First hack is brought to us by [Erin Rose] – desoldering a microUSB socket. You need to heat up the entire shield and the pins at the same time, which the wire acts as a thermal gateway for. As long as there are melted solder bridges from sections of the wire to all the copper-to-part connection points, it should be easy to pump enough heat into the solder joints for all of them to eventually melt and give in at once.
Second hack is brought to us by [arturo182]. A piece of thick wire acts, again, as a heat conductor to desolder a 0.5mm pitch TQFP-100 package IC. You have to bend the wire into a correct shape, so that it’s as close to the pins of the TQFP as possible. In this situation, the wire performs two functions: first, transferring the heat from the iron’s tip to different points along the wire, then, as a barrier that helps solder not escape too far away from the pins. Copious amounts of flux likely desired for this one!
Hopefully, this comes handy if you ever need to replace an all-SMD part ASAP but don’t have a hot air gun or a hotplate handy. After getting this concept down to an art, we are sure you won’t limit yourself to TQFP parts and MicroUSB sockets. We’ve talked about desoldering practices before as part of our newsletter, and using lots of melted solder for part removal is not a foreign concept to us, either.
An interesting technique for desoldering QFP without hot air! pic.twitter.com/50ynzkrJXb
— arturo182 (@arturo182) January 2, 2021
My solution is mixing in some tin-lead solder that drops the melting point. Then wick away what I can, especially on the through-hole feet. And plentiful flux. That way there’s a lot less thermal mass to overcome. But obviously whenever possible I use a hot plate for pre-heat and hot air.
I’ll have to add these hacks to my toolbox, but I think I still prefer Chip Quik alloy–less likely to overheat parts or lift pads/traces.
Be careful with the bismuth based low temp solders. They aren’t a cure-all, and longevity can be a problem.
To be clear, Chip Quik should only be used to remove parts. After removing the part, thoroughly clean the Chip Quik off the board and solder the new part with the proper solder.
I wonder if there are studies of long term side-effects of the bismuth leaching into the pad and contaminating the new solder through diffusion. It’d probably be such a small amount, but no matter how well you clean it will still be there and could have an undesirable effect on things like whisker growth or mechanical strength.

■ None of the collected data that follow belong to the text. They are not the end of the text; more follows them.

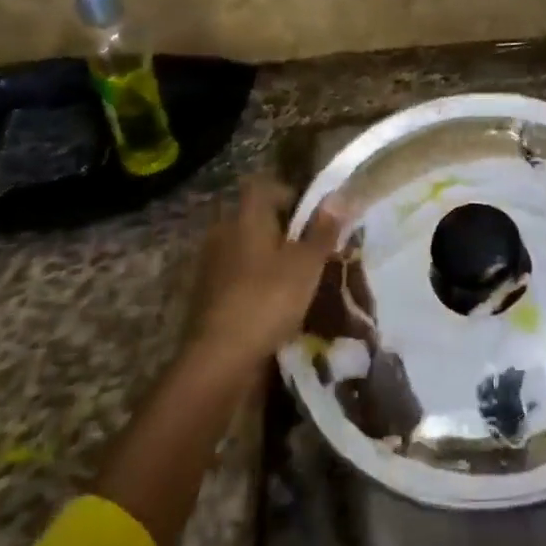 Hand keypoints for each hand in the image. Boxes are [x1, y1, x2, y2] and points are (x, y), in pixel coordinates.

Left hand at [187, 176, 344, 372]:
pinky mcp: (205, 293)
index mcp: (246, 217)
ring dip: (268, 257)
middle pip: (255, 217)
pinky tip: (273, 302)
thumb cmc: (268, 299)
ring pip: (246, 247)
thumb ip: (323, 230)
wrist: (220, 358)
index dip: (290, 194)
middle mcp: (223, 231)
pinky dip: (254, 281)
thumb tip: (339, 197)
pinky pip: (236, 274)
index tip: (313, 217)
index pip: (264, 186)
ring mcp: (210, 263)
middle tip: (310, 249)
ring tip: (296, 279)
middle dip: (282, 229)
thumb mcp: (307, 264)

I used to use a lot of solder and a flat head screwdriver and heat up one side by dragging the iron back and forth, using the screw driver to lift one side, then the other. Usually this also kept the pads in tact if you apply just enough force to bend one side of the chip off the pcb. Cleanup solder and bend back the chip pins and it’s ready for re-use. Only works on dual in line chips of course. With qfp packages it is impossible using this trick.
I now have a pre-heater and hot air, and if there are connectors on the pcb I can use low melt solder (4.50 euros for 17cm wire) or heat the pcb from the bottom, which may result in burn marks.
The method in this article needs an iron than can transfer a significant amount of heat into the copper wire. And you’ll need a lot of solder to bridge the gaps between copper and pins and a way to keep the copper wire in place at the same time. It works by increasing mass to increase heat capacity so you can heat up different areas at the same time, but you still need to go around with the iron to get everything up to temperature, especially with pcbs with large copper planes. The longer the chip is heated the higher the chance of damage to the pcb and the chip (ie to de-solder a chip from a donor board).
Why not use desoldering braid for this?
@geolemon said: “Why not use desoldering braid for this?”
Esily lifted pads is one good reason.
Not rigid enough